Background information
- Born: João Francisco Benedan 13 March 1964 (age 62) Angatuba, Brazil
- Genres: Crossover thrash, thrash metal, punk rock, hardcore punk, D-beat
- Occupations: Singer, talk show host, paleontologist
- Years active: 1980–present
- Labels: Baratos Afins, Cogumelo, Gravadora Eldorado, Roadrunner, Century Media, Pecúlio Discos, Deckdisc

= João Gordo =

Brazilian vocalist and television host

João Gordo (born João Francisco Benedan on 13 March 1964) is a Brazilian vocalist, TV host and paleontologist. He is the lead singer of the hardcore punk band Ratos de Porão, also known simply as RxDxPx. He participated in many seminal punk events in Brazil.

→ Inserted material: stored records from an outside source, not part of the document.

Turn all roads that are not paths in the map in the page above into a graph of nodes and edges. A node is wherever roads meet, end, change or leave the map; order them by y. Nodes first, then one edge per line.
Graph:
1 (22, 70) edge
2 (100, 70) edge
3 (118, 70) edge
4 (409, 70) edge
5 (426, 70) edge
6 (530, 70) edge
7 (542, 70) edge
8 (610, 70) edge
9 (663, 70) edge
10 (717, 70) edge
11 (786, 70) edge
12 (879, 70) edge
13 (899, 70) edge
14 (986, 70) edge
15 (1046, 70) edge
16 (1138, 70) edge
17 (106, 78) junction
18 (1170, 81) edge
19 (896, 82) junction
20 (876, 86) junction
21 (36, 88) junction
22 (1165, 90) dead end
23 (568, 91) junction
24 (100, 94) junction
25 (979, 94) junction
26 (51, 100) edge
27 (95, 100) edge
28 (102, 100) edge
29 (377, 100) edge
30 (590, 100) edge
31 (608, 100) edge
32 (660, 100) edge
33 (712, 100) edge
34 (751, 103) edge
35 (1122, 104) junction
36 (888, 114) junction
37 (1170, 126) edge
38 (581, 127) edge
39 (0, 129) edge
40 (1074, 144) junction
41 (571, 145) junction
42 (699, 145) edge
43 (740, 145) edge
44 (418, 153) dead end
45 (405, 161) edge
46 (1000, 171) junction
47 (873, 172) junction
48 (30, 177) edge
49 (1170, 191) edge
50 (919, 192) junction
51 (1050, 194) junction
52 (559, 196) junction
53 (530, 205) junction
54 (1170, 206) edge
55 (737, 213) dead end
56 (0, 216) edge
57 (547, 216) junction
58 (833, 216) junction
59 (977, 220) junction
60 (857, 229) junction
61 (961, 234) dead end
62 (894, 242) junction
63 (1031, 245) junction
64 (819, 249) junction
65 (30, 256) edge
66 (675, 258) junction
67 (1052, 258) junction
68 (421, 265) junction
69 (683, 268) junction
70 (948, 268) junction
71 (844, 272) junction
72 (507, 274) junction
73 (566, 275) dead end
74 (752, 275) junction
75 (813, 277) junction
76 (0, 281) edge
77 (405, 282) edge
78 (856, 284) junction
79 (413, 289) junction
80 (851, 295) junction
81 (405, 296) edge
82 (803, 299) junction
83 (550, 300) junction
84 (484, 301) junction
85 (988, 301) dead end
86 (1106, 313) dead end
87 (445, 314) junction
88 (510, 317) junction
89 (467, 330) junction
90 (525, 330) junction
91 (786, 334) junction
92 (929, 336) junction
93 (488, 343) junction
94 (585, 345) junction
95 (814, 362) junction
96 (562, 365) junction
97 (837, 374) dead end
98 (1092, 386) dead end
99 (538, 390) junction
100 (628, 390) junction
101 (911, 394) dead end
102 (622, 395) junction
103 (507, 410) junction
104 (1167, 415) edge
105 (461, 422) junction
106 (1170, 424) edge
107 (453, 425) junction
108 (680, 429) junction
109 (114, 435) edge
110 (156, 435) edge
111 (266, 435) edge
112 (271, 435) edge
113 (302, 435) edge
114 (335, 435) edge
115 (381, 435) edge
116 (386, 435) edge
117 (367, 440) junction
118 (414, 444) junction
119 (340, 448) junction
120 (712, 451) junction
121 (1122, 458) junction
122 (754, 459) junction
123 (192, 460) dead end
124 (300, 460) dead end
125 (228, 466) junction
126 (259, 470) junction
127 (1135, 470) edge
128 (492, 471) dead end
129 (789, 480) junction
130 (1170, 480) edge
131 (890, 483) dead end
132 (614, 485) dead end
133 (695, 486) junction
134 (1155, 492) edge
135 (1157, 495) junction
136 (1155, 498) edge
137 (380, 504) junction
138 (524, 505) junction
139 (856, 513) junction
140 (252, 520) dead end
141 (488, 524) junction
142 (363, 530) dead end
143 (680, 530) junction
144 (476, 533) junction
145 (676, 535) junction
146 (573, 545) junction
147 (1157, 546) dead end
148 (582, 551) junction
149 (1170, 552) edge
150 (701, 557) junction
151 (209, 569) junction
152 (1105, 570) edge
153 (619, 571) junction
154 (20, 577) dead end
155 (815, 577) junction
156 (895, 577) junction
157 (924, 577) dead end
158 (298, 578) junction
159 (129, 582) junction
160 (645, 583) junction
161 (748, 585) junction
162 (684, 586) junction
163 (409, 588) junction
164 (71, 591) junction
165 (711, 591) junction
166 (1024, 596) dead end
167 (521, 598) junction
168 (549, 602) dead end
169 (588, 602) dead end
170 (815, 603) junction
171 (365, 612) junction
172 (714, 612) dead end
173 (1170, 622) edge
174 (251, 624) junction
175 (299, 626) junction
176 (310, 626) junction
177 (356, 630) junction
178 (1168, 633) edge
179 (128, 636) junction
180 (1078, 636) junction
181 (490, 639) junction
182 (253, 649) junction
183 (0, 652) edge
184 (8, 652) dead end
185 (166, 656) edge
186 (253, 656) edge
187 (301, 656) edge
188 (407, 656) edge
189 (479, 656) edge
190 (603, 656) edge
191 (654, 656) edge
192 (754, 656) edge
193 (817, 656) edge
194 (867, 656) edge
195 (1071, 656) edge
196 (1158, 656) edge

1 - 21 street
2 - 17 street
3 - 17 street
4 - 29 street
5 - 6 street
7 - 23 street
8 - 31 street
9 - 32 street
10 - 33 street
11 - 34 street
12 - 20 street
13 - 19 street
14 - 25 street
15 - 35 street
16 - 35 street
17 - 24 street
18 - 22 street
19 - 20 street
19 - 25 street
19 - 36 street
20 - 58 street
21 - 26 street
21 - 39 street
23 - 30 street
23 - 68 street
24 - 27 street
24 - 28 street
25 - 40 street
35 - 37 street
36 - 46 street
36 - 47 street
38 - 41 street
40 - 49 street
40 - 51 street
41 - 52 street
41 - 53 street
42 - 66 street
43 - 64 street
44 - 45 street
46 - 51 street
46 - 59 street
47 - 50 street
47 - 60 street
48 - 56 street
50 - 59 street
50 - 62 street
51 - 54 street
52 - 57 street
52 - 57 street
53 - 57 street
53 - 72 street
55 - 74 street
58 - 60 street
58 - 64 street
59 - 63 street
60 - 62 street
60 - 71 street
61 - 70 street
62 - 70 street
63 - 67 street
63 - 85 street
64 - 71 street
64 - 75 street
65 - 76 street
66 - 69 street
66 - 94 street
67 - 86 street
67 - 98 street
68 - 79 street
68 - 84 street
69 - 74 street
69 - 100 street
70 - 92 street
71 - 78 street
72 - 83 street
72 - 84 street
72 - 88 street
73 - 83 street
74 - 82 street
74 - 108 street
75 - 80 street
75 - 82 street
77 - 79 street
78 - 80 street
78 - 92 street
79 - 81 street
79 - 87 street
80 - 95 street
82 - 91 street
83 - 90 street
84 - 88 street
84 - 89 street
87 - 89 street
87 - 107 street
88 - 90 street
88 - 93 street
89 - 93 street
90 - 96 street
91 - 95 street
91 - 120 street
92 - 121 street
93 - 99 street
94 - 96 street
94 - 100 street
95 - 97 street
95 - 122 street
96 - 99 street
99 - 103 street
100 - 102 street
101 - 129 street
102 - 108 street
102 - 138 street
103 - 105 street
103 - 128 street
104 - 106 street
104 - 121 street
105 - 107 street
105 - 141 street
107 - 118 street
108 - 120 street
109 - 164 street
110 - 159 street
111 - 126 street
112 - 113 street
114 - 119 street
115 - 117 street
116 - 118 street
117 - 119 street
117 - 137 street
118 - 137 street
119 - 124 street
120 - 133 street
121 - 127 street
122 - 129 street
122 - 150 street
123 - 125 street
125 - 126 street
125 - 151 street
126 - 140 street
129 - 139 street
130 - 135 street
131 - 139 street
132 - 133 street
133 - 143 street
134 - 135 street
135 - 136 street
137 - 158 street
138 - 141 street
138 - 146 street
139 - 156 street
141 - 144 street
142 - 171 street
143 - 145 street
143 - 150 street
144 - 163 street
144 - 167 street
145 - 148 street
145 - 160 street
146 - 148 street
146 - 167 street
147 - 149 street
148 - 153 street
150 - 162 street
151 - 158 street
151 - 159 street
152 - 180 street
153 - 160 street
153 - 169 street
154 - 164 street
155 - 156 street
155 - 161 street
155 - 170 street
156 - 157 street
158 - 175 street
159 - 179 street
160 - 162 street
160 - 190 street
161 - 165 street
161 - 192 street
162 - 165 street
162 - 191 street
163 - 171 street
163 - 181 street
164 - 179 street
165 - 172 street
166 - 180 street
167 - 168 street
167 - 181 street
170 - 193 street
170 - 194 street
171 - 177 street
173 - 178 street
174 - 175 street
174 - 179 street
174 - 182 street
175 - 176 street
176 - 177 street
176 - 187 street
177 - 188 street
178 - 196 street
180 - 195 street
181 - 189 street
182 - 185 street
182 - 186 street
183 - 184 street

Benedan began his musical career as a member of the boy band RC Boys, covering the major hits of Brazilian singer Roberto Carlos. Besides several guest appearances in metal radio shows from São Paulo such as Backstage and Comando Metal (defunct, originally syndicated in São Paulo on 89.1 Rock FM). In the 1990s he became one of the most famous VJs of MTV Brasil, in their programs of games and talk shows. He also appeared on the studio version of "Reza" on Against (1998) and also contributed vocals to Nation (2001), and RDP's song "Crucificados Pelo Sistema" was covered by Sepultura way back when. He appeared on Sepultura's 2005 DVD Live in São Paulo, joining the band to perform "Reza" and "Biotech Is Godzilla".
Later he worked at Rede Record in a comedy TV show called: "Legendários" (Portuguese for "Legendaries"). He now has a YouTube channel where he hosts a talk show and cooks vegan food, called Panelaço.